Billboard Top Country & Western Records of 1954 is made up of two year-end charts compiled by Billboard magazine ranking the year's top country and western records based on record sales and juke box plays.

Hank Snow's "I Don't Hurt Anymore" was the year's No. 1 record on both the record sales and juke box charts.

"One by One", a duet by Kitty Wells and Red Foley, ranked No. 2 on both charts.

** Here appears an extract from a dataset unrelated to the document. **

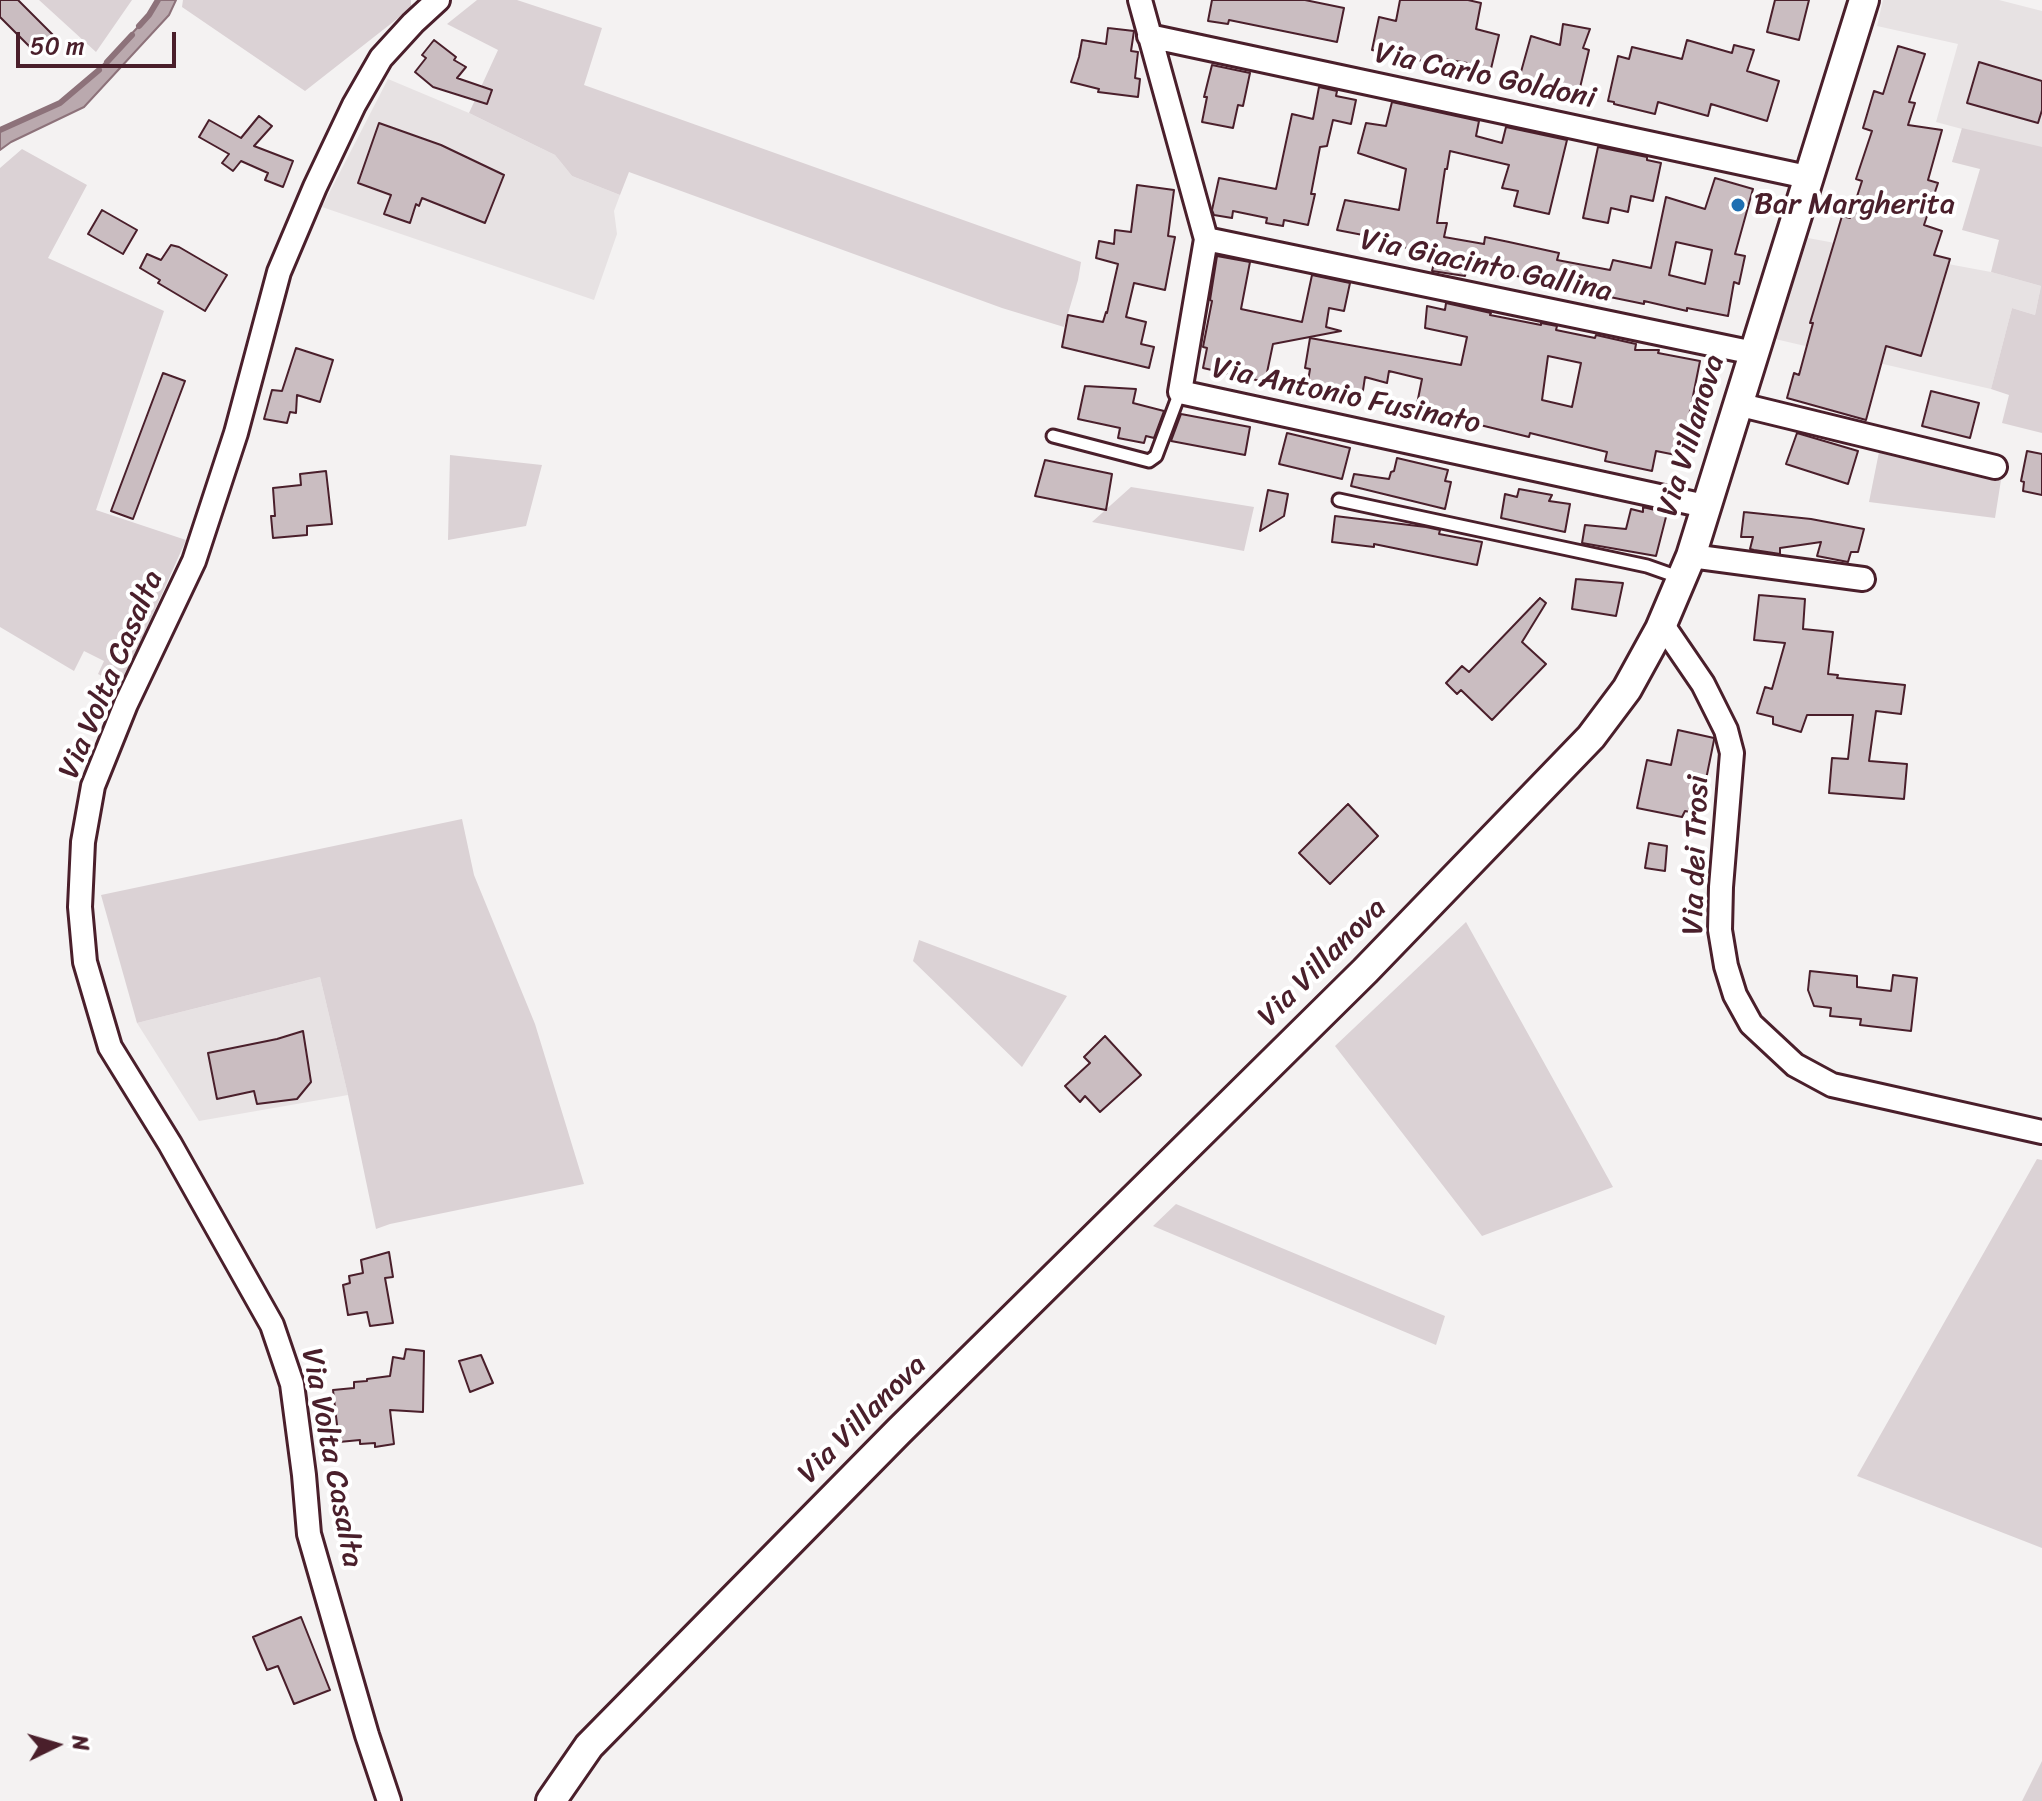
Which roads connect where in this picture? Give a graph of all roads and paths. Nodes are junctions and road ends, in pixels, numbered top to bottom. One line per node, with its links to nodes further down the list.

Webb Pierce had four of the year's top 10 best-selling records with "Slowly" (No. 3), "Even Tho" (No. 4), "More and More" (No. 6), and "There Stands the Glass" (No. 8).

Other artists with multiple records on the year-end lists included Slim Whitman and Eddy Arnold with three each.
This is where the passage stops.